It is interesting to note that many of the reasons why businesses join an association correlate with reasons to benchmark...
Validating Group Results to increase data quality and understanding
Now one of the things that many associations are going to run into is errors or differences in results when compiling benchmarking results. The larger a reference group is the higher the chances of there being anomalies in the results for each group. Often times it is directly related to the questionnaires which weren’t filled out responsibly. So, associations will need to go back and validate that change in data.
Validating data is time-consuming but very important. If data isn’t validated correctly, it can render all that effort put into benchmarking pointless.

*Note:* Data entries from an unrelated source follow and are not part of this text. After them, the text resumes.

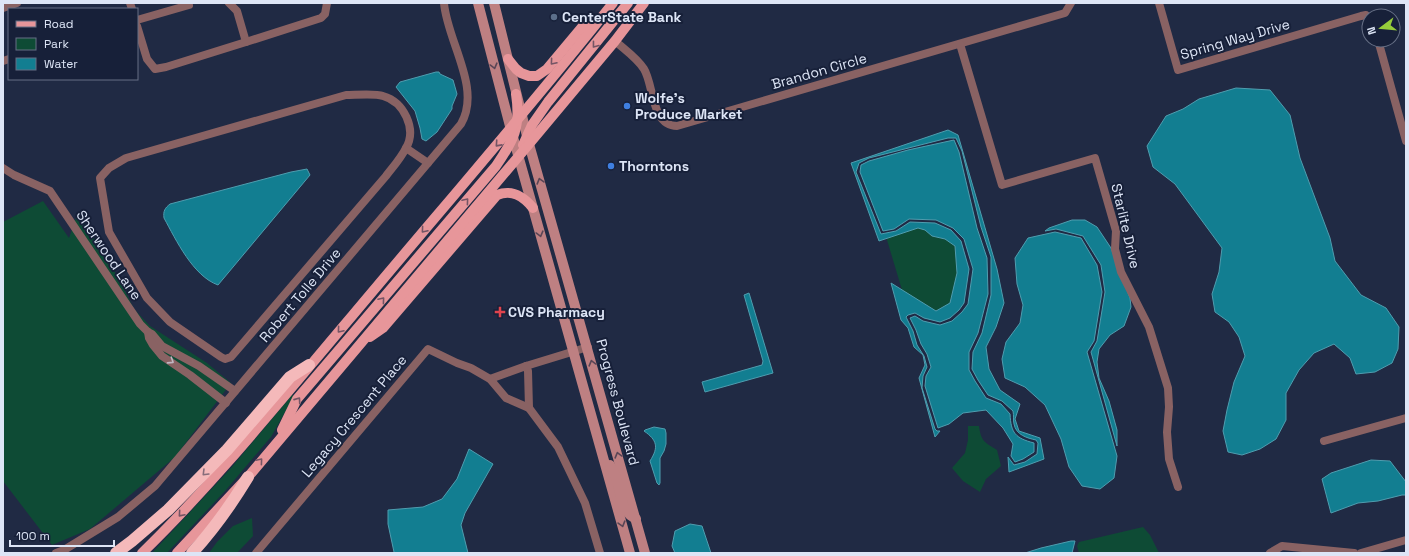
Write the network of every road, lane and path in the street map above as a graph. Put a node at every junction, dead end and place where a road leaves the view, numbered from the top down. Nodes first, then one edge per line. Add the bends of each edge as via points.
1 (16, 3) edge
2 (229, 3) edge
3 (327, 3) edge
4 (444, 3) edge
5 (478, 3) edge
6 (494, 3) edge
7 (613, 3) edge
8 (628, 3) edge
9 (644, 3) edge
10 (1071, 3) edge
11 (1159, 3) edge
12 (189, 5) dead end
13 (3, 8) edge
14 (601, 19) junction
15 (1361, 19) edge
16 (138, 20) edge
17 (138, 30) edge
18 (246, 42) junction
19 (615, 42) junction
20 (960, 44) junction
21 (1380, 48) edge
22 (508, 59) junction
23 (520, 118) junction
24 (512, 134) junction
25 (528, 140) junction
26 (1406, 141) edge
27 (406, 148) junction
28 (518, 156) junction
29 (428, 163) junction
30 (3, 168) edge
31 (532, 208) junction
32 (148, 332) junction
33 (359, 345) junction
34 (588, 347) junction
35 (572, 352) junction
36 (310, 365) junction
37 (526, 366) junction
38 (490, 379) junction
39 (580, 379) junction
40 (236, 392) junction
41 (226, 403) junction
42 (530, 408) junction
43 (1406, 418) edge
44 (1324, 441) dead end
45 (273, 446) junction
46 (248, 477) junction
47 (1178, 487) dead end
48 (636, 519) junction
49 (1406, 540) edge
50 (1380, 550) edge
51 (56, 553) edge
52 (116, 553) edge
53 (142, 553) edge
54 (177, 553) edge
55 (192, 553) edge
56 (256, 553) edge
57 (600, 553) edge
58 (630, 553) edge
59 (645, 553) edge
60 (1270, 553) edge
61 (1354, 553) edge
62 (1361, 553) edge

1 - 13 street
2 - 18 street via 237,11
3 - 18 street via 321,18
4 - 29 street, Robert Tolle Drive via 467,88 468,107 461,124
5 -> 24 main road, Progress Boulevard
6 - 22 main road, Progress Boulevard
7 - 14 main road
8 -> 25 main road via 548,102 532,125
9 - 19 main road
10 - 20 street, Brandon Circle via 1065,13
11 - 15 street, Spring Way Drive via 1178,70
12 - 16 street
14 -> 22 main road via 582,26 547,69 537,76 521,73
14 - 23 main road
17 - 18 street via 146,59 155,69
19 - 20 street, Brandon Circle via 643,67 660,116 673,126
19 - 25 main road
20 - 47 street, Starlite Drive via 1002,186 1095,158 1116,231 1115,249 1121,272 1149,327 1168,388 1169,459
21 - 26 street
22 - 23 main road, Progress Boulevard
23 - 24 main road
23 - 25 main road, Progress Boulevard
24 - 28 main road, Progress Boulevard
24 -> 36 main road
45 -> 24 main road via 297,400 490,173 505,154
25 - 28 main road
34 -> 25 main road, Progress Boulevard
27 - 27 street via 386,176 231,357 225,359 170,322 147,298 109,232 100,178 109,168 126,158 346,95 383,96 397,104 408,123 410,138
27 - 29 street
28 - 31 main road, Progress Boulevard
28 - 33 main road
29 - 40 street, Robert Tolle Drive
30 - 32 street, Sherwood Lane via 50,191 140,324
31 - 33 main road via 526,200 512,192 497,195 383,328
31 -> 35 main road, Progress Boulevard
32 - 40 street, Sherwood Lane via 162,346 199,366
32 -> 41 street, Sherwood Lane via 153,345 162,356
33 - 45 main road
34 - 35 street
48 -> 34 main road, Progress Boulevard
35 - 37 street
35 - 39 main road, Progress Boulevard
36 -> 52 highway via 290,377 228,450 168,510
36 -> 53 main road via 174,522
37 - 38 street
37 - 42 street
38 - 42 street, Legacy Crescent Place via 506,398
38 - 56 street, Legacy Crescent Place via 428,349
39 - 48 main road via 586,386 624,508
39 -> 58 main road, Progress Boulevard
40 - 41 street, Robert Tolle Drive
41 - 51 street, Robert Tolle Drive via 155,486 118,517
42 - 57 street via 558,447 585,503
43 - 44 street
46 -> 45 main road
46 - 54 main road
46 - 55 highway via 229,507
48 - 59 main road, Progress Boulevard
49 - 50 street
50 - 62 street
60 - 61 street via 1282,546

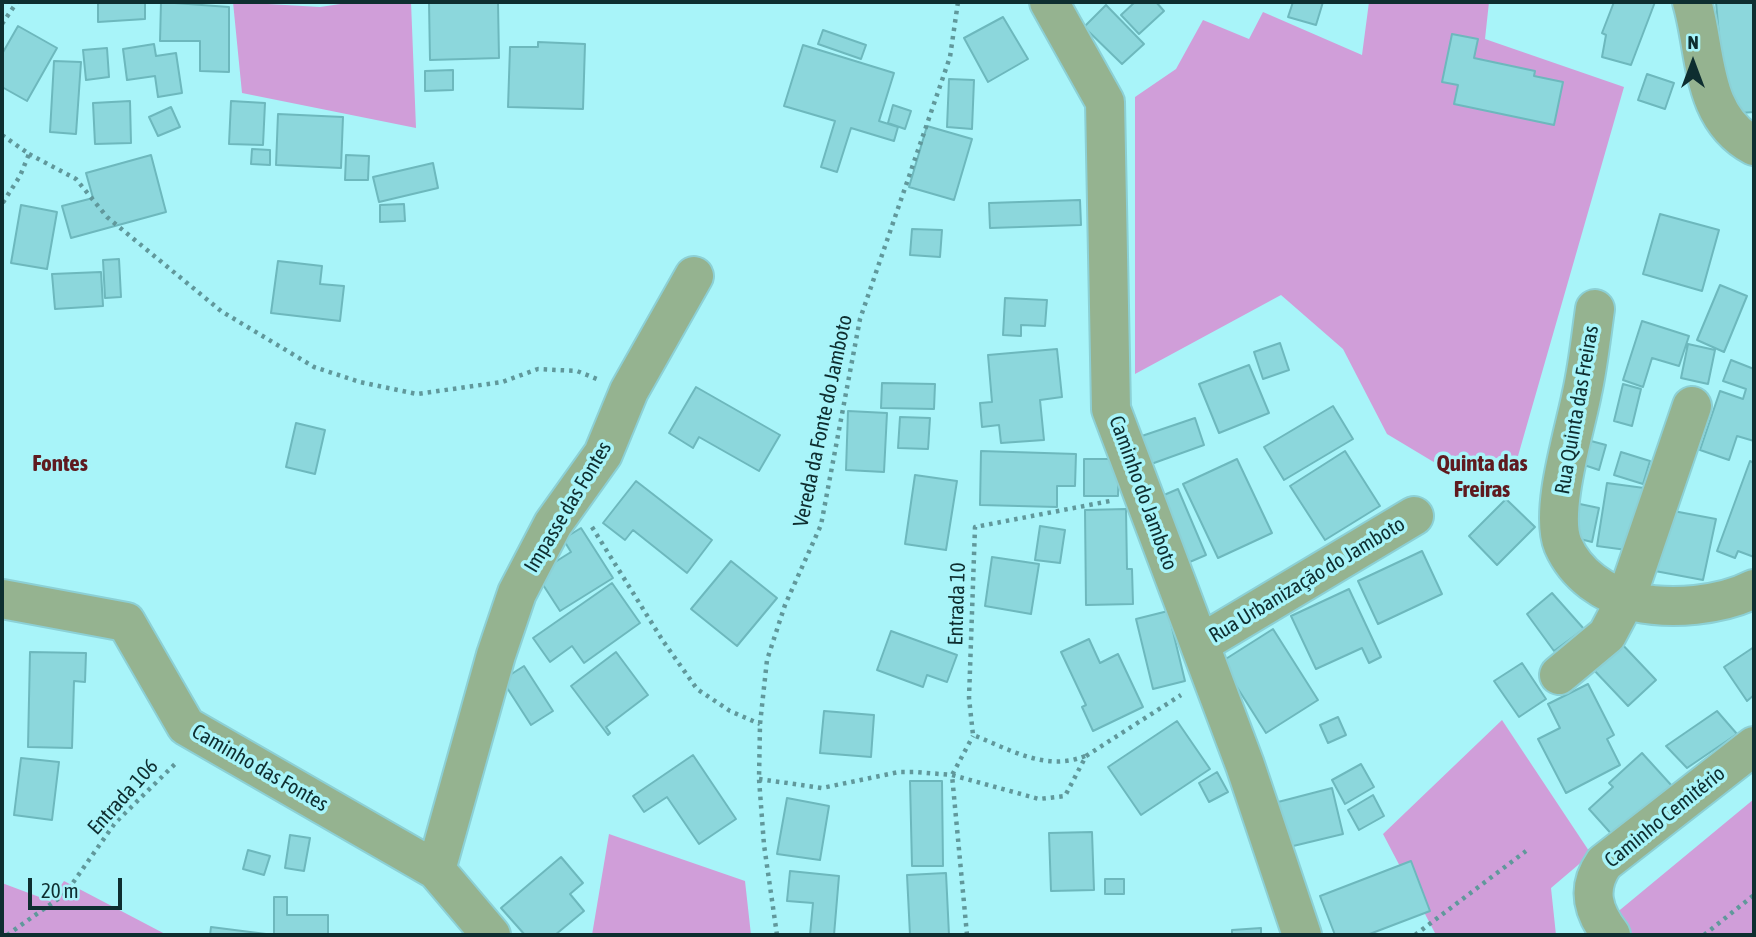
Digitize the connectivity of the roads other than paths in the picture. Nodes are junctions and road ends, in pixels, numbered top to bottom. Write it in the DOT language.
graph roads {
  1 [pos="1049,2"];
  2 [pos="1692,2"];
  3 [pos="1754,146"];
  4 [pos="694,276"];
  5 [pos="1595,309"];
  6 [pos="1692,406"];
  7 [pos="1415,516"];
  8 [pos="1754,589"];
  9 [pos="2,599"];
  10 [pos="1626,600"];
  11 [pos="1206,661"];
  12 [pos="1559,675"];
  13 [pos="1754,746"];
  14 [pos="436,870"];
  15 [pos="491,935"];
  16 [pos="1302,935"];
  17 [pos="1611,935"];
  1 -- 11 [label="street, Caminho do Jamboto"];
  2 -- 3 [label="street"];
  4 -- 14 [label="street, Impasse das Fontes"];
  5 -- 10 [label="street, Rua Quinta das Freiras"];
  6 -- 10 [label="street"];
  7 -- 11 [label="street, Rua Urbanização do Jamboto"];
  8 -- 10 [label="street, Rua Quinta das Freiras"];
  9 -- 14 [label="street, Caminho das Fontes"];
  10 -- 12 [label="street"];
  11 -- 16 [label="street, Caminho do Jamboto"];
  13 -- 17 [label="street, Caminho Cemitério"];
  14 -- 15 [label="street, Caminho das Fontes"];
}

So, every step you take in this regard has to be done correctly.
Tracing and Dealing with Invalid Values
Generally speaking, if you often see strange values associated with certain questions, it is imperative to go back and check individual data for mistakes. Some times the syntaxes of the calculations may be incorrect and have to be fixed. Take for instance a very common mistake for price per number of man-hours. If the value is ‘0’ that’s obviously incorrect. So, you’ll need to trace back that erroneous data to the individual participant and fix it. That may require you to call the participant to get the right information. While this should be part of your validation step, yet many times these types of errors may escape pass people who are checking the questionnaires.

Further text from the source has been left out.